→ EXERCISE: Each entry needs to be retyped exactly.

### RECORDS SUPPLIED

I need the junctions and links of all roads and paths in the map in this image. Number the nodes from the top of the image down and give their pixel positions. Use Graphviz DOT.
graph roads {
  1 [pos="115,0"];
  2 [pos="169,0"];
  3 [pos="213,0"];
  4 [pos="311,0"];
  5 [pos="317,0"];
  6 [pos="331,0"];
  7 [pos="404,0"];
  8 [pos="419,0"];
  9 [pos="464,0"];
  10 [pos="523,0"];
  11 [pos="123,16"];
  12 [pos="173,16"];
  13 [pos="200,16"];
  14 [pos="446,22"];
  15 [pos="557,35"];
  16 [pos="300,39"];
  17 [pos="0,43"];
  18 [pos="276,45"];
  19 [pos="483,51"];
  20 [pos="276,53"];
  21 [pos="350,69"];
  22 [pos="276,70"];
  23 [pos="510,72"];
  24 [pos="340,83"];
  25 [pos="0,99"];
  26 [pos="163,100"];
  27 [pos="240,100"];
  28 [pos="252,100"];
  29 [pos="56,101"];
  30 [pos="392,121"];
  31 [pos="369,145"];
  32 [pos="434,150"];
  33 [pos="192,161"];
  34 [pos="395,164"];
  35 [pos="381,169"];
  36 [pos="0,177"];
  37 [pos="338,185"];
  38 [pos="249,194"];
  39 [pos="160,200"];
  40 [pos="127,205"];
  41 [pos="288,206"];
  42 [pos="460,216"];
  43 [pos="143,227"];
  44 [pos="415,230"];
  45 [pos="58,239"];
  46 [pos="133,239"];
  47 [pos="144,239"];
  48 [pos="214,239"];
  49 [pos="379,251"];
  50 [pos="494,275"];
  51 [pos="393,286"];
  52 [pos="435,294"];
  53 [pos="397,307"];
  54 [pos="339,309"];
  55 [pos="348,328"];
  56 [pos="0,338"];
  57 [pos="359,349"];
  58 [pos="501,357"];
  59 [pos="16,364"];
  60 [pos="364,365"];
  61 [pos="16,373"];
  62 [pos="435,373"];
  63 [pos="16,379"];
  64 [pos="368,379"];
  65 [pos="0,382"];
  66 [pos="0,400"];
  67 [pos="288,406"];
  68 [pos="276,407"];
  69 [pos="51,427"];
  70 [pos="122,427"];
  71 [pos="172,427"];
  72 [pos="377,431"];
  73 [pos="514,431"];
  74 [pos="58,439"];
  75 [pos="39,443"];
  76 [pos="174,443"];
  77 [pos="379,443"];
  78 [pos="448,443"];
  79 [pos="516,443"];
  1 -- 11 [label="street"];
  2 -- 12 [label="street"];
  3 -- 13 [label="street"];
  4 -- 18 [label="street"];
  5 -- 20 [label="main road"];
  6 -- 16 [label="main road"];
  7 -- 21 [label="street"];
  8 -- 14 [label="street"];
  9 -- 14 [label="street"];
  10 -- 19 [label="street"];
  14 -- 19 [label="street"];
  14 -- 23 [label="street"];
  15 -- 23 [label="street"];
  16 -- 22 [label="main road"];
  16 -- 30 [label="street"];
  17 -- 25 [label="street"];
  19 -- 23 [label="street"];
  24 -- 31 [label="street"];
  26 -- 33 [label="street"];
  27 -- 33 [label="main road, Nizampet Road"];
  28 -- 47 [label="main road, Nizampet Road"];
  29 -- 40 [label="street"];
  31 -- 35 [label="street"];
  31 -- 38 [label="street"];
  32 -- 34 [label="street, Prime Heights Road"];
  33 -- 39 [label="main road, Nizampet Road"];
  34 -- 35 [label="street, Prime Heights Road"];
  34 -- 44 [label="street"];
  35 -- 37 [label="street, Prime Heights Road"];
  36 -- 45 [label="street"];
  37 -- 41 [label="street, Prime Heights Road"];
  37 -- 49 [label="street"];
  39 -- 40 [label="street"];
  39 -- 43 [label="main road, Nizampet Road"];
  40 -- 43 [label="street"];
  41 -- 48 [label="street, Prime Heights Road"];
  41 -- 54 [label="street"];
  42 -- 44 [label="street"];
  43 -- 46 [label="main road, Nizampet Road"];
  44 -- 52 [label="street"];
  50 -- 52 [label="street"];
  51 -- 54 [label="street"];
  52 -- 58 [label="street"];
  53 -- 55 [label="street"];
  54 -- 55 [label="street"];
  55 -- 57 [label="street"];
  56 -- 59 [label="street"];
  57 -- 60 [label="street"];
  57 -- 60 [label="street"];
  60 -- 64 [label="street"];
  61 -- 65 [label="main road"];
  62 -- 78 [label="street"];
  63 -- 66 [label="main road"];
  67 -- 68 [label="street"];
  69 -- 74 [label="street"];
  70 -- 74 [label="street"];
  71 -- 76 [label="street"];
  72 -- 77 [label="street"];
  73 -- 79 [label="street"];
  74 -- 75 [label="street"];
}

######

→ REPLY TO THE TASK:
I need the junctions and links of all roads and paths in the map in this image. Number the nodes from the top of the image down and give their pixel positions. Use Graphviz DOT.
graph roads {
  1 [pos="115,0"];
  2 [pos="169,0"];
  3 [pos="213,0"];
  4 [pos="311,0"];
  5 [pos="317,0"];
  6 [pos="331,0"];
  7 [pos="404,0"];
  8 [pos="419,0"];
  9 [pos="464,0"];
  10 [pos="523,0"];
  11 [pos="123,16"];
  12 [pos="173,16"];
  13 [pos="200,16"];
  14 [pos="446,22"];
  15 [pos="557,35"];
  16 [pos="300,39"];
  17 [pos="0,43"];
  18 [pos="276,45"];
  19 [pos="483,51"];
  20 [pos="276,53"];
  21 [pos="350,69"];
  22 [pos="276,70"];
  23 [pos="510,72"];
  24 [pos="340,83"];
  25 [pos="0,99"];
  26 [pos="163,100"];
  27 [pos="240,100"];
  28 [pos="252,100"];
  29 [pos="56,101"];
  30 [pos="392,121"];
  31 [pos="369,145"];
  32 [pos="434,150"];
  33 [pos="192,161"];
  34 [pos="395,164"];
  35 [pos="381,169"];
  36 [pos="0,177"];
  37 [pos="338,185"];
  38 [pos="249,194"];
  39 [pos="160,200"];
  40 [pos="127,205"];
  41 [pos="288,206"];
  42 [pos="460,216"];
  43 [pos="143,227"];
  44 [pos="415,230"];
  45 [pos="58,239"];
  46 [pos="133,239"];
  47 [pos="144,239"];
  48 [pos="214,239"];
  49 [pos="379,251"];
  50 [pos="494,275"];
  51 [pos="393,286"];
  52 [pos="435,294"];
  53 [pos="397,307"];
  54 [pos="339,309"];
  55 [pos="348,328"];
  56 [pos="0,338"];
  57 [pos="359,349"];
  58 [pos="501,357"];
  59 [pos="16,364"];
  60 [pos="364,365"];
  61 [pos="16,373"];
  62 [pos="435,373"];
  63 [pos="16,379"];
  64 [pos="368,379"];
  65 [pos="0,382"];
  66 [pos="0,400"];
  67 [pos="288,406"];
  68 [pos="276,407"];
  69 [pos="51,427"];
  70 [pos="122,427"];
  71 [pos="172,427"];
  72 [pos="377,431"];
  73 [pos="514,431"];
  74 [pos="58,439"];
  75 [pos="39,443"];
  76 [pos="174,443"];
  77 [pos="379,443"];
  78 [pos="448,443"];
  79 [pos="516,443"];
  1 -- 11 [label="street"];
  2 -- 12 [label="street"];
  3 -- 13 [label="street"];
  4 -- 18 [label="street"];
  5 -- 20 [label="main road"];
  6 -- 16 [label="main road"];
  7 -- 21 [label="street"];
  8 -- 14 [label="street"];
  9 -- 14 [label="street"];
  10 -- 19 [label="street"];
  14 -- 19 [label="street"];
  14 -- 23 [label="street"];
  15 -- 23 [label="street"];
  16 -- 22 [label="main road"];
  16 -- 30 [label="street"];
  17 -- 25 [label="street"];
  19 -- 23 [label="street"];
  24 -- 31 [label="street"];
  26 -- 33 [label="street"];
  27 -- 33 [label="main road, Nizampet Road"];
  28 -- 47 [label="main road, Nizampet Road"];
  29 -- 40 [label="street"];
  31 -- 35 [label="street"];
  31 -- 38 [label="street"];
  32 -- 34 [label="street, Prime Heights Road"];
  33 -- 39 [label="main road, Nizampet Road"];
  34 -- 35 [label="street, Prime Heights Road"];
  34 -- 44 [label="street"];
  35 -- 37 [label="street, Prime Heights Road"];
  36 -- 45 [label="street"];
  37 -- 41 [label="street, Prime Heights Road"];
  37 -- 49 [label="street"];
  39 -- 40 [label="street"];
  39 -- 43 [label="main road, Nizampet Road"];
  40 -- 43 [label="street"];
  41 -- 48 [label="street, Prime Heights Road"];
  41 -- 54 [label="street"];
  42 -- 44 [label="street"];
  43 -- 46 [label="main road, Nizampet Road"];
  44 -- 52 [label="street"];
  50 -- 52 [label="street"];
  51 -- 54 [label="street"];
  52 -- 58 [label="street"];
  53 -- 55 [label="street"];
  54 -- 55 [label="street"];
  55 -- 57 [label="street"];
  56 -- 59 [label="street"];
  57 -- 60 [label="street"];
  57 -- 60 [label="street"];
  60 -- 64 [label="street"];
  61 -- 65 [label="main road"];
  62 -- 78 [label="street"];
  63 -- 66 [label="main road"];
  67 -- 68 [label="street"];
  69 -- 74 [label="street"];
  70 -- 74 [label="street"];
  71 -- 76 [label="street"];
  72 -- 77 [label="street"];
  73 -- 79 [label="street"];
  74 -- 75 [label="street"];
}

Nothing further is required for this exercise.